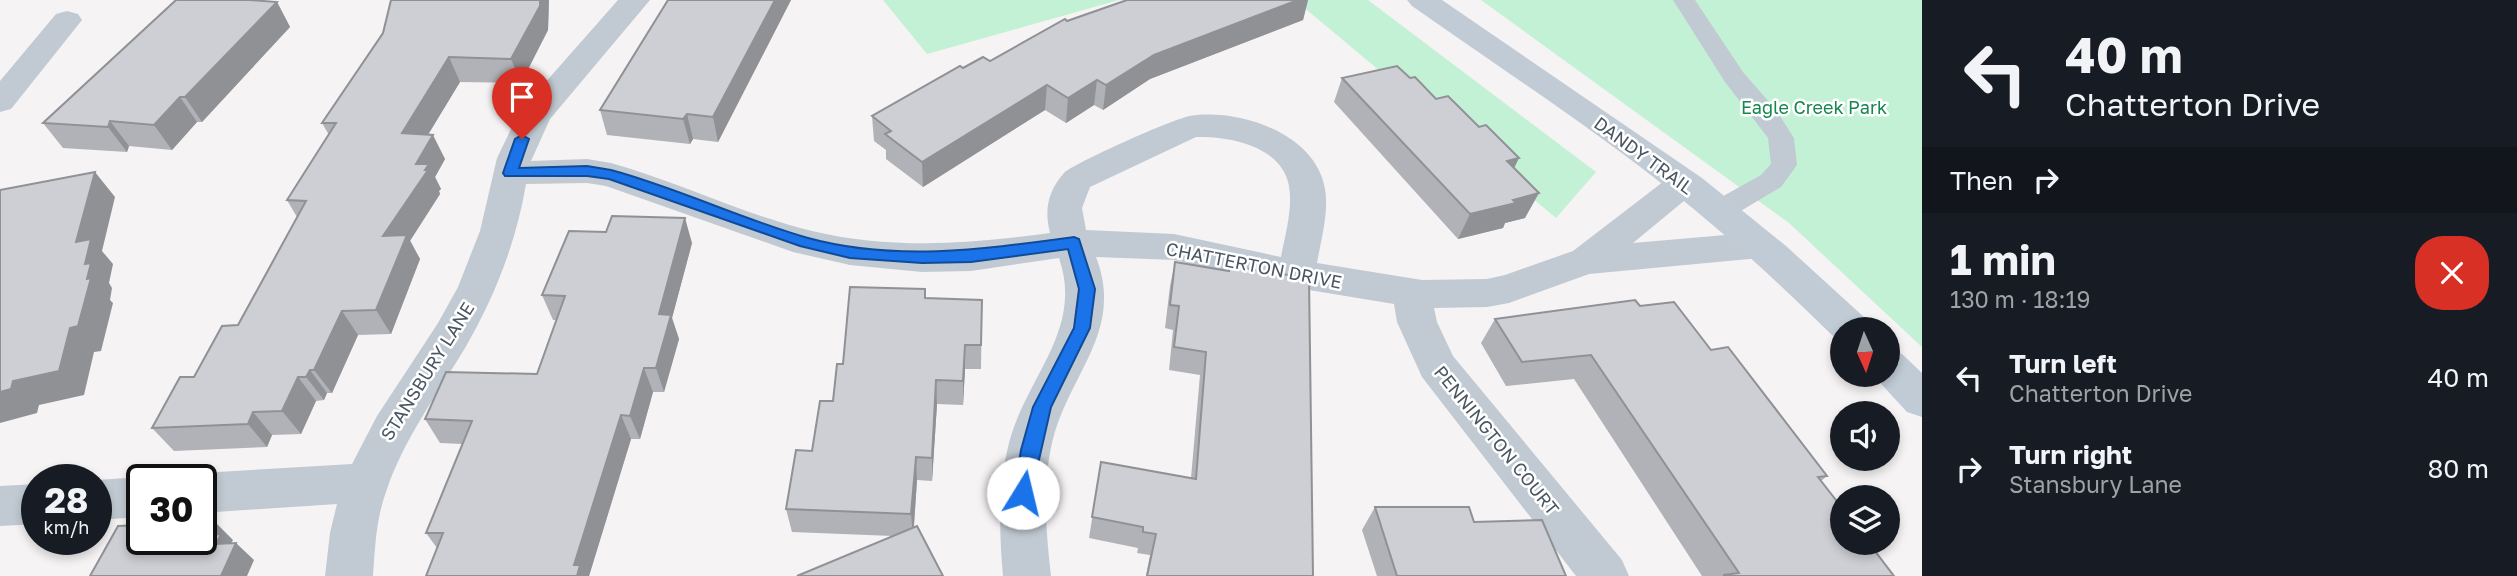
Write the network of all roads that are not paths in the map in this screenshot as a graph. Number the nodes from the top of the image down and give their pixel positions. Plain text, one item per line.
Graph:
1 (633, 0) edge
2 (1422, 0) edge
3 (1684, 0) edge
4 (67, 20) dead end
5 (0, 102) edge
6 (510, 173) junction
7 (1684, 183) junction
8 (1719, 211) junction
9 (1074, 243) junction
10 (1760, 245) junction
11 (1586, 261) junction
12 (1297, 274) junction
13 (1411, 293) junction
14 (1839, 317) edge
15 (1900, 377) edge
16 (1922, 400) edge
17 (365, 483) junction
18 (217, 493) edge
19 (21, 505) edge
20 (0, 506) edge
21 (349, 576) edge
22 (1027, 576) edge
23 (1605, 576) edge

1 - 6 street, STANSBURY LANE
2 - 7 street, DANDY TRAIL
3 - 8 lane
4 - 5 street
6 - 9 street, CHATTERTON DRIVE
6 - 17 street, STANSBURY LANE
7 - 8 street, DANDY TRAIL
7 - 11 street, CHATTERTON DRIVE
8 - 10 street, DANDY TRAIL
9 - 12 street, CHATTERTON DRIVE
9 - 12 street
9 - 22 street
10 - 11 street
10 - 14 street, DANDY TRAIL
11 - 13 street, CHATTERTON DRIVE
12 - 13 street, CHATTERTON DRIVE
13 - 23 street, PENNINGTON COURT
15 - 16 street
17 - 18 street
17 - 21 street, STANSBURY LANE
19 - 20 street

ACTION ITEM: Nothing but the text is wanted: repeat the data above exactly, without its images.

SOLUTION:
Write the network of all roads that are not paths in the map in this screenshot as a graph. Number the nodes from the top of the image down and give their pixel positions. Plain text, one item per line.
Graph:
1 (633, 0) edge
2 (1422, 0) edge
3 (1684, 0) edge
4 (67, 20) dead end
5 (0, 102) edge
6 (510, 173) junction
7 (1684, 183) junction
8 (1719, 211) junction
9 (1074, 243) junction
10 (1760, 245) junction
11 (1586, 261) junction
12 (1297, 274) junction
13 (1411, 293) junction
14 (1839, 317) edge
15 (1900, 377) edge
16 (1922, 400) edge
17 (365, 483) junction
18 (217, 493) edge
19 (21, 505) edge
20 (0, 506) edge
21 (349, 576) edge
22 (1027, 576) edge
23 (1605, 576) edge

1 - 6 street, STANSBURY LANE
2 - 7 street, DANDY TRAIL
3 - 8 lane
4 - 5 street
6 - 9 street, CHATTERTON DRIVE
6 - 17 street, STANSBURY LANE
7 - 8 street, DANDY TRAIL
7 - 11 street, CHATTERTON DRIVE
8 - 10 street, DANDY TRAIL
9 - 12 street, CHATTERTON DRIVE
9 - 12 street
9 - 22 street
10 - 11 street
10 - 14 street, DANDY TRAIL
11 - 13 street, CHATTERTON DRIVE
12 - 13 street, CHATTERTON DRIVE
13 - 23 street, PENNINGTON COURT
15 - 16 street
17 - 18 street
17 - 21 street, STANSBURY LANE
19 - 20 street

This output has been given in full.